Шляпа набекрень. Розовый шарфик на шее. Платочек в нагрудном кармане. Пряжка на поясе, оттертая до блеска. Отутюженная складка на брюках. Коробка конфет. Щеки Ото-то пламенеют, глаза утыкаются в пол.
— Мимо шли… И зашли… Если можно.
— Можно. Конечно, можно.
Хана живет в простоте и заботах, не помышляя о завтрашнем дне, что помогает выживать и даже получать малые удовольствия. Хана разошлась с мужем без обид-потрясений и пребывает в бездумном покое, пухленькая и смешливая. «Таль с Амиром — как мне достались? Они тяжело достались. Ночами вскакивала — то к одному, то к другому. В окно ткнешься: темно, все спят, а мне не полагается. Того подтереть, этого перепеленать. Тому попить, этому наоборот. Да еще перепутаешь: не этого подотрешь, не того перепеленаешь».
Пьют чай.
Позвякивают ложками.
Ото-то подхватывает конфеты, а на диване сутулятся рядком два чистеньких старичка, с опасением оглядывают верзилу, который смолотил уже полкоробки.
— Родственники из кибуца, — знакомит Хана. — Дядя и тетя. Приехали погостить.
— На месяц, — подтверждает дядя.
— Хане помочь, — добавляет тетя.
И уходят, не желая мешать разговору.
— Я им комнату отдала, — говорит Хана. — Я им кровать отдала. Сама сплю в коридоре: голова на кухне, ноги в туалете. «Хана, мы у тебя погостим». Гостите, ради Бога! Хоть на месяц, хоть навсегда. Как ведь одной? Одной никак… А Таль подходит
Показывает гостям фотографию младенцев:
— Заболела гриппом, валяюсь поперек кровати, носом в подушку, дети по мне ползают, в войну играют. «Мама, беги на врага». — «У меня голова закружится. Побегу и упаду». — «Мама, покажи». Соседка забежала — сварила макароны. Другая забежала — их накормила. Опять лежу. Опять они по мне ползают. Теперь я горка, они с меня скатываются. Чувствую — умираю. А Таль вдруг затих и говорит: «Еще в штаны сделаю, мама любить не будет». Это значит, один раз он уже сделал, теперь делает во второй. Встать не могу, шелохнуться не могу. Умру — живите, как знаете.

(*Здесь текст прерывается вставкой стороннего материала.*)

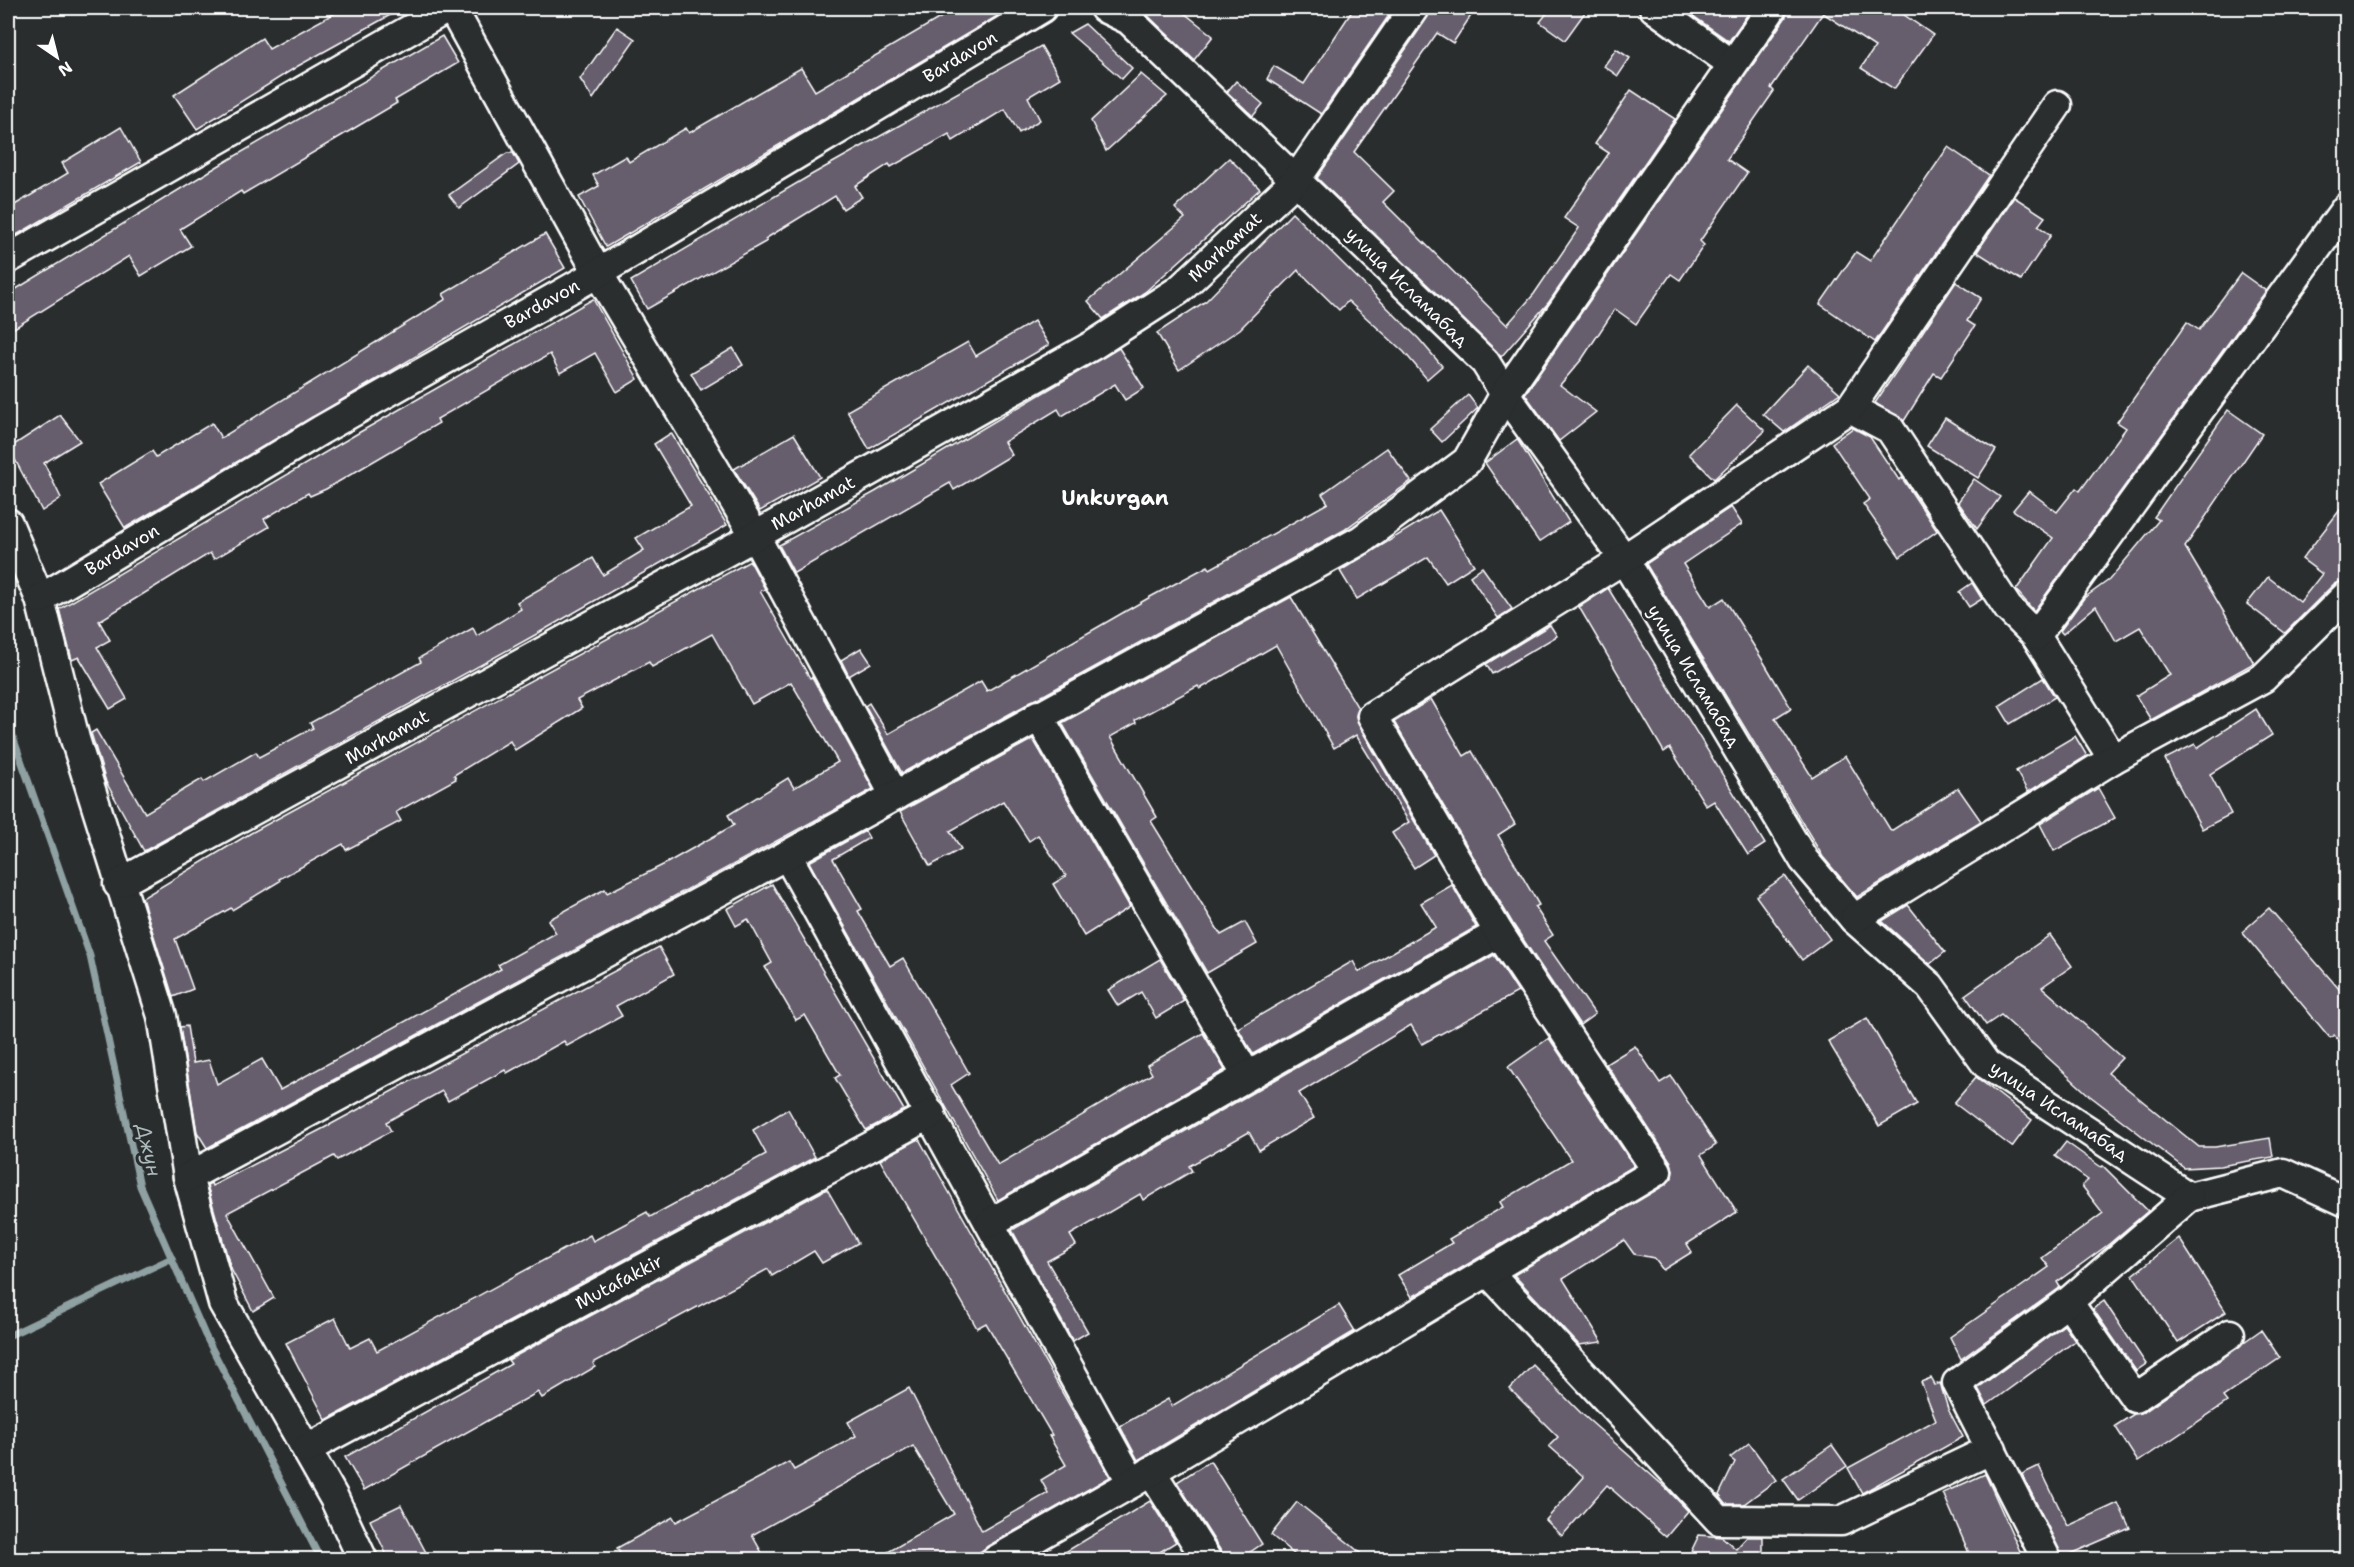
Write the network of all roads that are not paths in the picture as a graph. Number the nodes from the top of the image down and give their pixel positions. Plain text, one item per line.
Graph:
1 (450, 8) edge
2 (1042, 8) edge
3 (1104, 8) edge
4 (1414, 8) edge
5 (1654, 8) edge
6 (1772, 8) edge
7 (1732, 64) junction
8 (2057, 105) dead end
9 (1295, 180) junction
10 (2346, 208) edge
11 (8, 259) edge
12 (598, 273) junction
13 (1505, 394) junction
14 (1850, 408) junction
15 (8, 523) edge
16 (755, 536) junction
17 (1624, 559) junction
18 (2346, 596) edge
19 (40, 599) junction
20 (2036, 636) junction
21 (1038, 715) junction
22 (2113, 759) junction
23 (895, 796) junction
24 (787, 855) junction
25 (118, 884) junction
26 (1854, 919) junction
27 (1499, 933) junction
28 (1247, 1076) junction
29 (931, 1114) junction
30 (188, 1177) junction
31 (2189, 1197) junction
32 (2346, 1202) edge
33 (990, 1223) junction
34 (1489, 1273) junction
35 (2068, 1302) junction
36 (2230, 1334) dead end
37 (307, 1449) junction
38 (1992, 1449) junction
39 (1142, 1477) junction
40 (363, 1560) edge
41 (996, 1560) edge
42 (1207, 1560) edge
43 (2048, 1560) edge

1 - 11 street
1 - 12 street
2 - 12 street, Bardavon
3 - 9 street, улица Исламабад
4 - 9 street, Marhamat
5 - 7 street
6 - 7 street
7 - 13 street
8 - 14 street
9 - 13 street, улица Исламабад
9 - 16 street, Marhamat
10 - 20 street
12 - 16 street
12 - 19 street, Bardavon
13 - 17 street, улица Исламабад
13 - 21 street
14 - 17 street
14 - 20 street
15 - 19 street
16 - 23 street
16 - 25 street, Marhamat
17 - 26 street, улица Исламабад
17 - 27 street
18 - 22 street
19 - 25 street
20 - 22 street
21 - 23 street
21 - 28 street
22 - 26 street
23 - 24 street
24 - 29 street
24 - 30 street
25 - 30 street
26 - 31 street, улица Исламабад
27 - 28 street
27 - 34 street
28 - 33 street
29 - 33 street
29 - 37 street, Mutafakkir
30 - 37 street
31 - 32 street
31 - 35 street
33 - 39 street
34 - 38 street
34 - 39 street
35 - 36 street
35 - 38 street
37 - 40 street
38 - 43 street
39 - 41 street
39 - 42 street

— Не надо, — просит Ото-то. — Не умирайте.
Улыбается ему, пододвигает конфеты:
— Родственники теперь помогут. Дядя и тетя. Дети ухоженны, в доме порядок, все вещи на местах лежат: когда надо, ничего не найдешь… А как они готовят! И сколько! Не успеваю продукты подтаскивать…
Появляются близнецы, шаг в шаг, суровые и решительные. Взмахивают деревянной саблей, наставляют на Ото-то ружье, говорят сурово:
— Зачем он здесь?
— Наш гость, — отвечает Хана.
— Мы его порубим, так и знай.
— Или застрелим.
— Это еще почему?
— Он наши конфеты съел. Ни одной не оставил.
Конфет больше нет. Чай выпит. Хана провожает гостей до лифта, близнецы шагают следом за Ото-то, оружием тычут в спину, чтобы не возвращался.
— Он еще принесет, — обещает Финкель. — Большую коробку.
— Я… Еще… Две коробки…
Выходят следом дядя и тетя:
— Хана, мы завтра обратно поедем.
— Ну почему же?
Близнецы пыхтят:
— Их тоже порубим.
— А потом застрелим.
— Их-то за что?
— Есть заставляют…
Ото-то убегает на свой этаж, не дождавшись лифта, охлаждает под душем буйные чувства, а Зу-зу обеспокоенно кружит рядом, ей тоже не до покоя.
— Завтра опять пойду, — сообщает доверительно — Послезавтра. Шляпу надену. Портфель у Финкеля заберу… Хана без меня скучает.
К вечеру они собираются на лестничной площадке.
Тем же составом.
Прибегает снизу вострушка Хана, устраивается, поджав ноги.
— Детей уложила?
— Спят.
Бублик выводит Ломтика; тот брызгает малой струйкой в углу, в ужасе прикрывает глаза, — кто сказал, что у животных меньше страхов, чем у людей? Бегут подтирать, и Ривка разъясняет:
— Это у него нервное. Но оно пройдет. Когда поймет, что не выгонят.
Ая восклицает:
— А в нашем телевизоре! Завелся сверчок! Кричит по вечерам: «Цир-цур… Цир-цур…»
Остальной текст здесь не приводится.